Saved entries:
↓

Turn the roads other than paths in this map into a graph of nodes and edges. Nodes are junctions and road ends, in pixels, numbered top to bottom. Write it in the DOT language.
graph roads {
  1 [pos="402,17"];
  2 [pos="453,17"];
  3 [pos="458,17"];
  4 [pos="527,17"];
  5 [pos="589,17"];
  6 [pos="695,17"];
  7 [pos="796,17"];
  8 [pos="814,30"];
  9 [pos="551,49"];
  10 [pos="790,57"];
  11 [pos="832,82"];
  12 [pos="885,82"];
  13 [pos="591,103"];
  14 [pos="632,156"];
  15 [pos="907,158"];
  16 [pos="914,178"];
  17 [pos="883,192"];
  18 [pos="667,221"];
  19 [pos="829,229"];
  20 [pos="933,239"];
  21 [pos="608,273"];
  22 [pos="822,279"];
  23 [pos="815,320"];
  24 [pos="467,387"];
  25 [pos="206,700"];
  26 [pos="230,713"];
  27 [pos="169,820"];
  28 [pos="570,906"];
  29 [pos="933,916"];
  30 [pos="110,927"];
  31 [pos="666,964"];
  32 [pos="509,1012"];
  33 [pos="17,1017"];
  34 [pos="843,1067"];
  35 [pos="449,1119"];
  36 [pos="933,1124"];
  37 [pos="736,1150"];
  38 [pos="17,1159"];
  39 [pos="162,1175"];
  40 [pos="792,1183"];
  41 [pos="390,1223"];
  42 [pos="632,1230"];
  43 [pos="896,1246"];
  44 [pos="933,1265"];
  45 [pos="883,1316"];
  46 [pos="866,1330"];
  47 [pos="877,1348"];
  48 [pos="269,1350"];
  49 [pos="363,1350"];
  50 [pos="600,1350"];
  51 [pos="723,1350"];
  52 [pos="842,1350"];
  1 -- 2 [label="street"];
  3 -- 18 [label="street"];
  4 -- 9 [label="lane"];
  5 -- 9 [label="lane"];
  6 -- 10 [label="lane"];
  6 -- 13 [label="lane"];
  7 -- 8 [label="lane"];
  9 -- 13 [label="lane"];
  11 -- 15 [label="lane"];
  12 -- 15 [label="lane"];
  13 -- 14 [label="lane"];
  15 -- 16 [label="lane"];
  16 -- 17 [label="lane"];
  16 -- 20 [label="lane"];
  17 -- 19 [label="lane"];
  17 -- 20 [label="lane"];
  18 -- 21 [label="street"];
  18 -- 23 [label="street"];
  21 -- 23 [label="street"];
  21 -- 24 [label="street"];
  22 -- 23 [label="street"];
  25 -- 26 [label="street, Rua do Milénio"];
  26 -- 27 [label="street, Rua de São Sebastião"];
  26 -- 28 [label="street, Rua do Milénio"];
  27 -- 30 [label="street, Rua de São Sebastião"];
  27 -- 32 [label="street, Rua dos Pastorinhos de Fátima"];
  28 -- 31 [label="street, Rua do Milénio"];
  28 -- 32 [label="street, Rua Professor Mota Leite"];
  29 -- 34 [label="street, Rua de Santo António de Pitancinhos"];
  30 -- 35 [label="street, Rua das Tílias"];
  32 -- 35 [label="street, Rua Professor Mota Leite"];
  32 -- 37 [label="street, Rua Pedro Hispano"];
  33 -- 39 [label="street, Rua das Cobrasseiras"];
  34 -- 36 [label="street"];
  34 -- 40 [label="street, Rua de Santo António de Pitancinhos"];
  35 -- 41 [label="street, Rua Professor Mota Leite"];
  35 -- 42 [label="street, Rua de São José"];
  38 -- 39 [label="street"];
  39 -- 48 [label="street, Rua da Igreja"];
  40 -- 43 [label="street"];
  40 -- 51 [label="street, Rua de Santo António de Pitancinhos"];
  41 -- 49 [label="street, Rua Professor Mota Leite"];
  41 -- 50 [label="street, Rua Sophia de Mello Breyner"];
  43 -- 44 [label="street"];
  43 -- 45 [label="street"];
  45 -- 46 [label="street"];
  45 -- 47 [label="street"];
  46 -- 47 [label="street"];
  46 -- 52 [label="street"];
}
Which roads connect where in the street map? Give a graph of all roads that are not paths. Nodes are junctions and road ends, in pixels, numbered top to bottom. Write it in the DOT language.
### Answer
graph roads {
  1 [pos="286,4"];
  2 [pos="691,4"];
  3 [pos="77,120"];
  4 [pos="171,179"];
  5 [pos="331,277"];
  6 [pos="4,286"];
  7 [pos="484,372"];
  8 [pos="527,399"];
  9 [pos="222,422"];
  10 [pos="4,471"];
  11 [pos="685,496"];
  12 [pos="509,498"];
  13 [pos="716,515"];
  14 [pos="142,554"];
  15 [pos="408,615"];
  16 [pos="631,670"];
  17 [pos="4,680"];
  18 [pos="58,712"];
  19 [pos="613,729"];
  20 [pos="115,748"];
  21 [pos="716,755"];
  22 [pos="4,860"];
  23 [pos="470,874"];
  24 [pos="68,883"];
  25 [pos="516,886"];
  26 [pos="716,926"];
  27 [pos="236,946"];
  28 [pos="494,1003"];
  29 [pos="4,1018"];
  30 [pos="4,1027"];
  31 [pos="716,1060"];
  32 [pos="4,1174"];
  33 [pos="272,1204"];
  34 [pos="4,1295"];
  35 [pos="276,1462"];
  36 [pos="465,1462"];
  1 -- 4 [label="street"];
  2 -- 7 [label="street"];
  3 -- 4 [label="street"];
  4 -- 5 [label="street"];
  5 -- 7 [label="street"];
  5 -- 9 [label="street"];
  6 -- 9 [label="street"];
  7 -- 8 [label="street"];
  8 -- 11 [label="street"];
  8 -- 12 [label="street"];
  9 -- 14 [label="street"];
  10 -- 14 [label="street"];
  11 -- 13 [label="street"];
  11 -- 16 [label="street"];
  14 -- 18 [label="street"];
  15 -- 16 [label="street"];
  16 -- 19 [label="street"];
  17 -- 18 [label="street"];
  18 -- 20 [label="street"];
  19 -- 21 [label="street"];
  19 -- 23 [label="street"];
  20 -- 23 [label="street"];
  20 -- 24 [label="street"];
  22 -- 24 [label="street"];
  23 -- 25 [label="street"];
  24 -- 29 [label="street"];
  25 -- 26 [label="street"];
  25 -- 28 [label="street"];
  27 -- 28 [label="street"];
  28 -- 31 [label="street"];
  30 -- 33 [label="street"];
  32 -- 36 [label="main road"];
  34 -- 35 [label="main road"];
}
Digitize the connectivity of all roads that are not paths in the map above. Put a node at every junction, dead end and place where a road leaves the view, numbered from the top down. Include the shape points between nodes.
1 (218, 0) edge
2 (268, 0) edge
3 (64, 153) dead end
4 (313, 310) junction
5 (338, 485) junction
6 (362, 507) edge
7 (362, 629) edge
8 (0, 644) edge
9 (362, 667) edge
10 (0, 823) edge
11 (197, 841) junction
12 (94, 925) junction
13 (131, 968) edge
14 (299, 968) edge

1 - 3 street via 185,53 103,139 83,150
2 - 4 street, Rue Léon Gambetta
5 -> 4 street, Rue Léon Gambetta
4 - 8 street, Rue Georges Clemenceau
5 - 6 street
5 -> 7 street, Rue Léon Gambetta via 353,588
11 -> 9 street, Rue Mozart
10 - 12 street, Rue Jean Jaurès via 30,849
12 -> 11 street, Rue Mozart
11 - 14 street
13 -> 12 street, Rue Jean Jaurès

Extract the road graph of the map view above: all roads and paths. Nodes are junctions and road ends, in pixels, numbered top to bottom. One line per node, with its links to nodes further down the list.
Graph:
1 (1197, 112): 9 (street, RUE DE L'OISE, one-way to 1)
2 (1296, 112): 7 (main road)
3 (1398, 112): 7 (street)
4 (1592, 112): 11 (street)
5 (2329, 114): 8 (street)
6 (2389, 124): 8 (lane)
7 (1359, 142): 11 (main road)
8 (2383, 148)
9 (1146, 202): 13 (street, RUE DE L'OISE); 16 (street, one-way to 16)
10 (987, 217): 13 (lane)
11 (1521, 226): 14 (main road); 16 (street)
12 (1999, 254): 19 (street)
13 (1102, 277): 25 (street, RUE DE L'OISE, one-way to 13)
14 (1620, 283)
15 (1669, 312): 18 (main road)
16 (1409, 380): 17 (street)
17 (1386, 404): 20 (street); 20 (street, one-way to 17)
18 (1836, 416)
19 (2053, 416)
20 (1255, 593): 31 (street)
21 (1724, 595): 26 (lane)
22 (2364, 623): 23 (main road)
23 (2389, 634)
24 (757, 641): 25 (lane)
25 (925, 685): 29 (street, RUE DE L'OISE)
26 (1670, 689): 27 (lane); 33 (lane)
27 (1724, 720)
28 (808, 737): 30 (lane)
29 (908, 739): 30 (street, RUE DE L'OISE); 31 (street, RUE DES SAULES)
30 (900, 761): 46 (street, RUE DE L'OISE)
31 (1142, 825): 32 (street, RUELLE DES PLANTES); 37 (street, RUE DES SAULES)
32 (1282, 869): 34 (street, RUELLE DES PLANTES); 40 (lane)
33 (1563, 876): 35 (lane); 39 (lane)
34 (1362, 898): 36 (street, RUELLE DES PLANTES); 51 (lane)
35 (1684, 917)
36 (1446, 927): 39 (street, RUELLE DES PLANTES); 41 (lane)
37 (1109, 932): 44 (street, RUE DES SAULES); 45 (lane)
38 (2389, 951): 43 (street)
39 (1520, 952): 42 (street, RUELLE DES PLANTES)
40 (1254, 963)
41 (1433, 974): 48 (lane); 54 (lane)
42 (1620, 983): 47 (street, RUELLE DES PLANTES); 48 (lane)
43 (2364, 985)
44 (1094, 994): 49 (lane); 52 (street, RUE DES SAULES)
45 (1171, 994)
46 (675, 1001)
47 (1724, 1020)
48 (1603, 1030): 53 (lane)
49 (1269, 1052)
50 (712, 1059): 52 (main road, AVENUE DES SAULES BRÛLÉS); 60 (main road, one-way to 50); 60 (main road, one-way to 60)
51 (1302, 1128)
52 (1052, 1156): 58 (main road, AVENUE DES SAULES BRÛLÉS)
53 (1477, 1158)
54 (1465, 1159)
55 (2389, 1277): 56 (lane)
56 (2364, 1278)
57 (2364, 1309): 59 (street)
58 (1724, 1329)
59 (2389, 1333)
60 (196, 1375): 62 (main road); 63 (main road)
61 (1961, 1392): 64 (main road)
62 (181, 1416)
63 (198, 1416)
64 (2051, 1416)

↑

Problem
Wherever the string "Gambetta" appears in the data above, report the whole line.

Written response
2 - 4 street, Rue Léon Gambetta
5 -> 4 street, Rue Léon Gambetta
5 -> 7 street, Rue Léon Gambetta via 353,588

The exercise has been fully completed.